The Contempt Order was issued on a Friday morning.  Late that afternoon I received a call from Matt O’Connor, a Chicago Tribune reporter.  O’Connor asked me to comment on the Contempt Order.  I declined, citing the prior restraint on my speech.

The following Monday, the Chicago Tribune published the following report by O’Connor on the front page of the Metro Section:

Leaks Could Cost Lawyer $50,000

A federal judge has held a veteran Chicago lawyer in criminal contempt for repeatedly violating his orders and, in an unusual move, instructed him to post a $50,000 bond to try to prevent further violations.

In a hard-hitting, 60-page ruling, U.S. District Judge James B. Zagel warned attorney John Messina that he would lose the $50,000 if he again discloses confidential information from certain civil litigation in the next five years

Zagel also fined Messina $5,000 and, in perhaps the costliest measure of all, ordered him to pay the fees and costs of attorneys who had sought the contempt action.

"I've never seen a lawyer work so hard at earning the sanctions that have been imposed on him," said David Stetler, one the opposing attorneys. "To say it's deserved is an understatement." 

Zagel turned to Shakespearean figures to describe Messina's travail.  "Othello's downfall was the result of his own jealousy, MacBeth fell victim to his blinding ambition, Lear's insecurity prompted his misfortunes, and Hamlet's tragedy was that of a man who could not make up his mind," Zagel wrote. "John Messina fits the mold of the great tragic figure. His is the tragedy of an attorney who could not keep a confidence."

Messina represented Grove Fresh Distributors Inc., the plaintiff in two separate but related federal lawsuits filed against competing manufacturers for allegedly conspiring to adulterate orange juice.

During the first suit, filed in 1989 against Everfresh Juice Co., Zagel said he grew concerned at Messina's repeated disclosures of confidential information he learned of in the course of the litigation.

Messina appeared intent on trying his case "on the courthouse steps rather than in the courtroom itself," Zagel wrote. 

As a result, when Messina filed the second lawsuit in 1990 against Everfresh's parent company, John Labatt Ltd., Zagel ordered the complaint sealed and any subsequent filings made under seal.

But in last week's decision, Zagel said Messina continued to flout his orders, disclosing confidential information from the lawsuits three separate times: in a letter, in a legal brief and in a conversation with a reporter.

Among the alleged disclosures, Messina divulged the confidential settlement amount Labatt paid in the second suit. The first suit was dismissed.

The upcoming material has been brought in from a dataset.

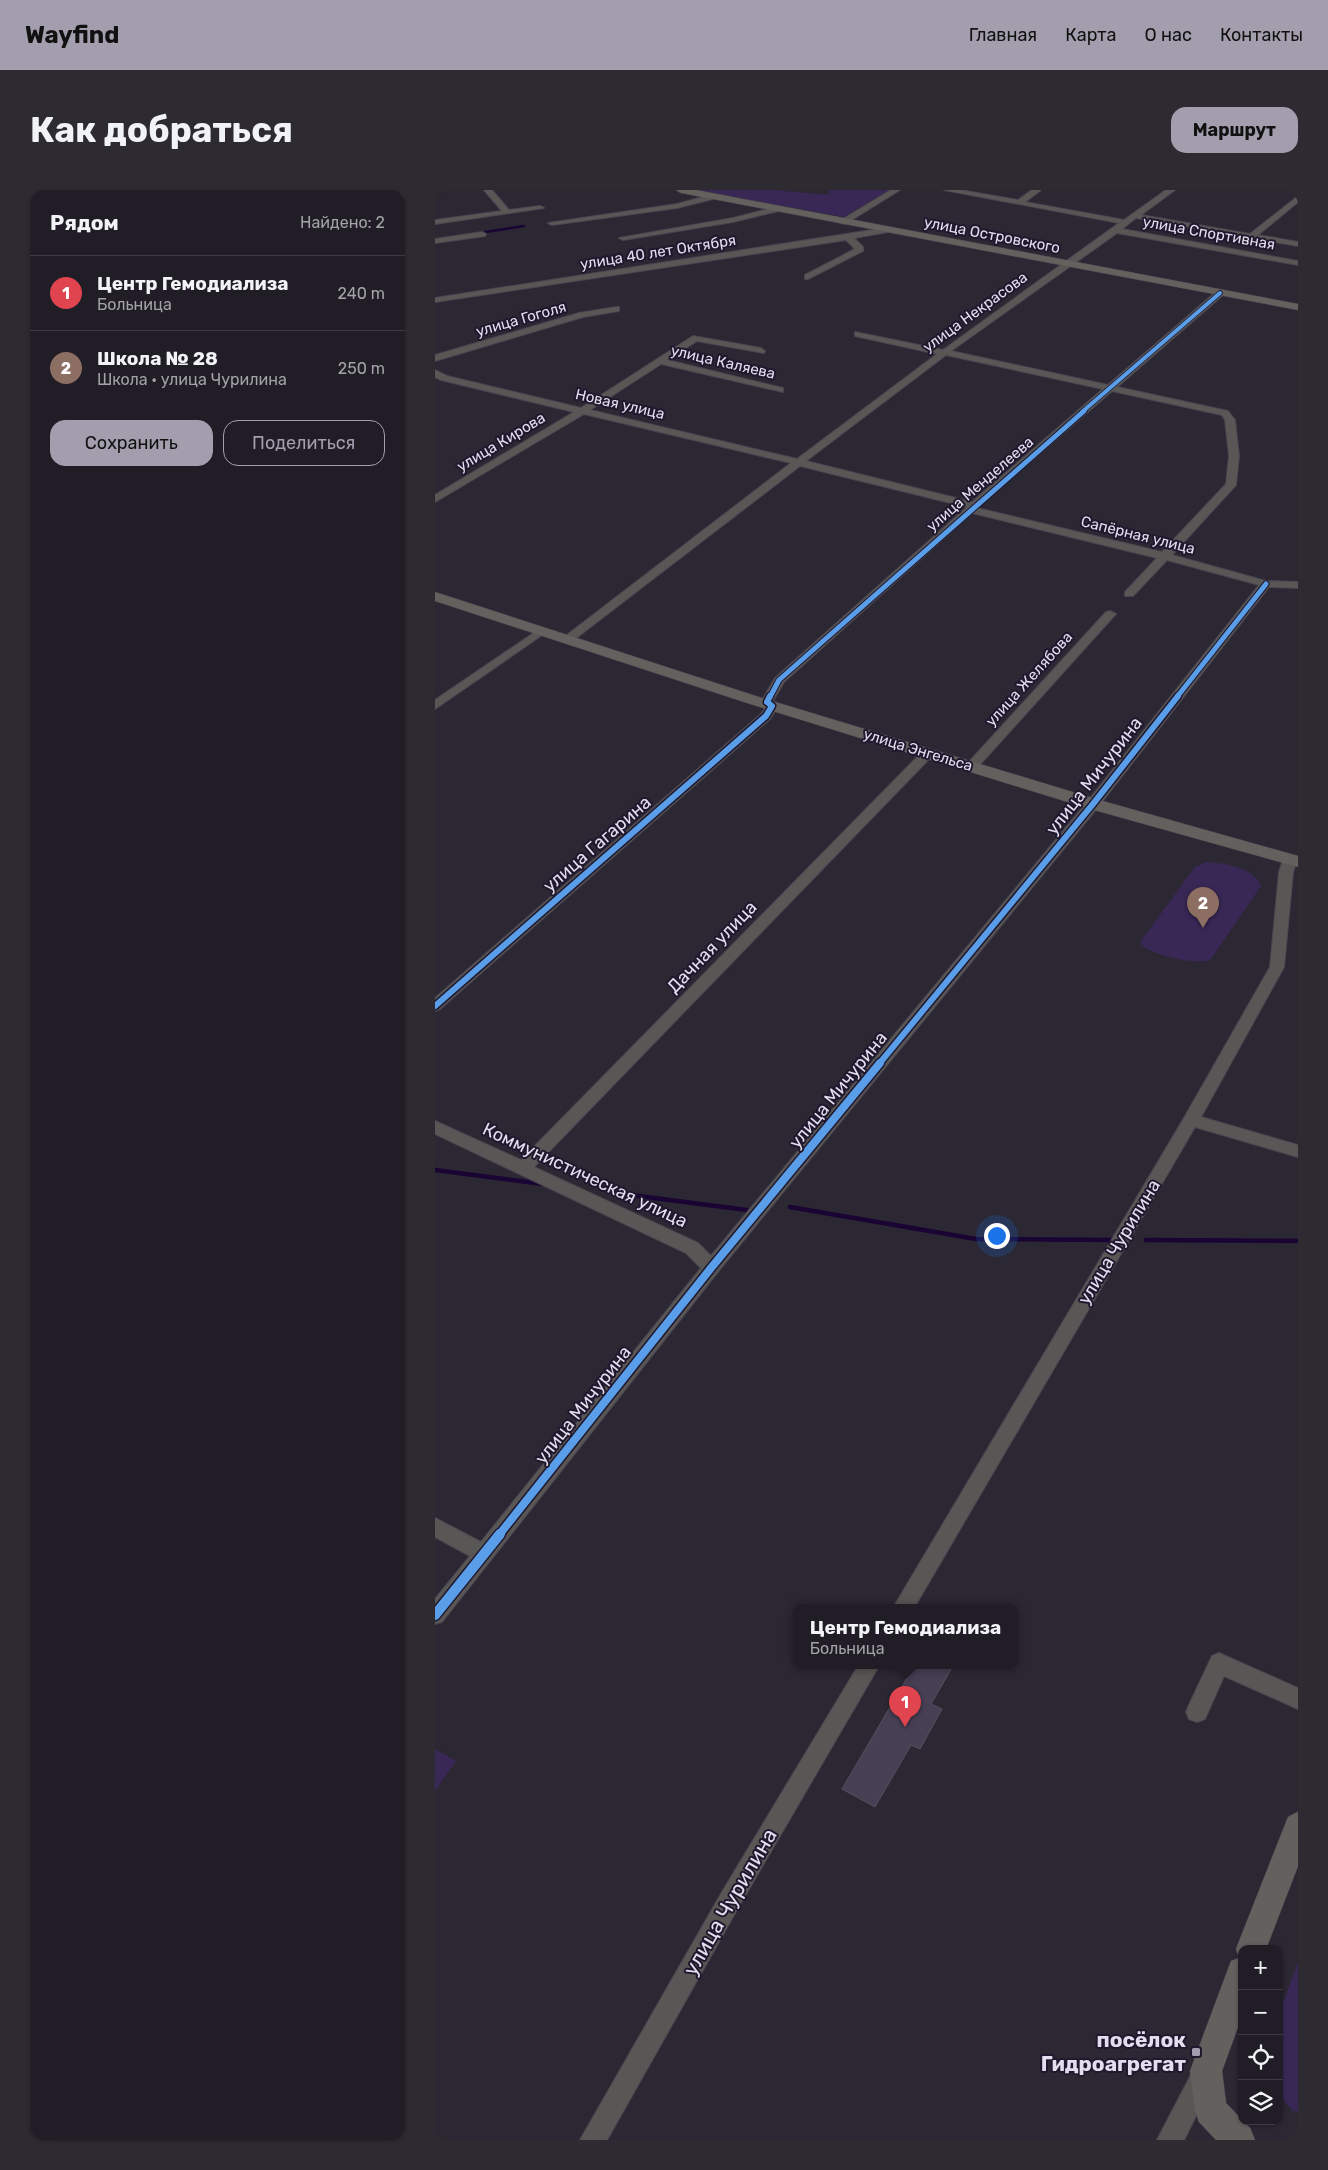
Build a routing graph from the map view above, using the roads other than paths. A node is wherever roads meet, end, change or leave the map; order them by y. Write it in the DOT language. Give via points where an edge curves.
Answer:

He also disclosed to a reporter that certain individuals in the litigation had invoked their 5th Amendment privilege, prompting a front-page story in The New York Times in 1993.

The legal brief was a filing Messina made to the 7th Circuit U.S. Court of Appeals. In it, he suggested he was still Grove Fresh's lawyer, even though he had been dismissed months earlier. The appeals court threw out the motion as frivolous.

Messina, a 1975 graduate of Boston College Law School who once worked at the prestigious Chicago law firm of Jenner & Block but now practices alone, couldn't be reached for comment.

B. The ARDC inquiry.

The Chicago Tribune story came to the attention of the RADC. In mid-June the ARDC served notice that it was opening an inquiry into the Contempt Order.

In mid-November 1995 the ARDC, at the request of my counsel on appeal (Jenner & Block, see, §D, below), closed the inquiry pending the outcome of my appeal.

C. Further problems with the record.

In July 1995 I attempted to file trial exhibits for inclusion in the record for my appeal from the Contempt Order, in accordance with FRAP 10.  The deputy clerk rejected the tender, saying that Judge Zagel had instructed the appeals desk not to accept anything from me without the court’s prior approval.[1] 

On August 11, 1995, the deputy clerk in charge of the record for my appeal told my attorney that the Clerk’s Office had no pre-May 1995 records other than those that were on the May 1995 Docket. (R.286¶¶2-5.) 

On August 18, 1995, I again asked Judge Zagel to add to the docket the records that had been omitted from the May 1995 Docket.  The motion alleged on information and belief that the omitted records were in the court’s chambers.  (R.286¶6.)  Judge Zagel did not dispute counsel’s information concerning the whereabouts of the omitted records (see 8/18/95 Tr.2-5). 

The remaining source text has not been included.